Outre les passages secrets précieux qu’elles renferment, les chansons élégantes de Peter dissimulent aussi des chemises rapiécées et des pantalons qui tiennent avec des bouts de ficelles : « Ce que j’aime bien aussi dans le travail de ma soeur, c’est que vu de loin tout à l’air très carré et formaté, mais quand on regarde de près, tout est hyper bancal. Et mes chansons sont vachement comme ça aussi, tout est un peu bricolé. Tout est fait avec zéro budget (rires), tout est bricolé. C’est vraiment « high concept, low budget ». Pourtant j’ai essayé de tout faire pour que ça sonne le plus chic possible (rires). Mais lorsqu’on écoute de près, c’est même scandaleux à quel point c’est bricolé. Tous les cuivres, c’est un seul type qui joue.

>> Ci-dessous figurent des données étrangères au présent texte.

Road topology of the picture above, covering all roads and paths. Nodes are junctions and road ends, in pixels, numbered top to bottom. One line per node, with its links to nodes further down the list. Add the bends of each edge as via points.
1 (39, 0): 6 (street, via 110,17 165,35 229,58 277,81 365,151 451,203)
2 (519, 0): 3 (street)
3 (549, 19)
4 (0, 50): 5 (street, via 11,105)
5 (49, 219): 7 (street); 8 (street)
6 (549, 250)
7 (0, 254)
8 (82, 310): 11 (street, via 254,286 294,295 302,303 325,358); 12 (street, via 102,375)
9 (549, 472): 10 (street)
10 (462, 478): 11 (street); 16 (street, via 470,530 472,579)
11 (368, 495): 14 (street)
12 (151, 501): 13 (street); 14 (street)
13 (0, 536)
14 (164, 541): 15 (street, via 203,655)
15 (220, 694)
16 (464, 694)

Les cordes pareil, c’est une fille toute seul qui a joué toutes les parties de cordes. Comme c’est une violoncelliste, pour faire les parties de violon, on avait depitché le magnéto pour ralentir la vitesse de moitié… C’est quand même pas très sérieux tout ça (rires) ».
Peter Von Poehl est un bricoleur, un artisan comme il aime à se désigner, avec toute l’humilité que ce terme induit. « J’aime bien la notion d’artisanat, parce que finalement c’est quand même vachement ça la musique, je trouve. C’est une activité très artisanale. Comme je fais pas mal de disques pour les autres, pour le coup, je me sens vraiment comme une sorte d’artisan. J’aime bien me mettre au service des autres. Avoir cette position d’employé, comme ça… C’est hyper chouette, ça me va tout à fait bien ».

Pierrot lunaire

Artisan bricoleur et un peu rêveur, Peter Von Poehl n’aime rien tant que le souffle, les craquements et les imperfections… Car l’erreur est humaine et c’est la vie qui l’intéresse. Le son léché, tout froid, tout lisse, le numérique et le high tech, très peu pour lui.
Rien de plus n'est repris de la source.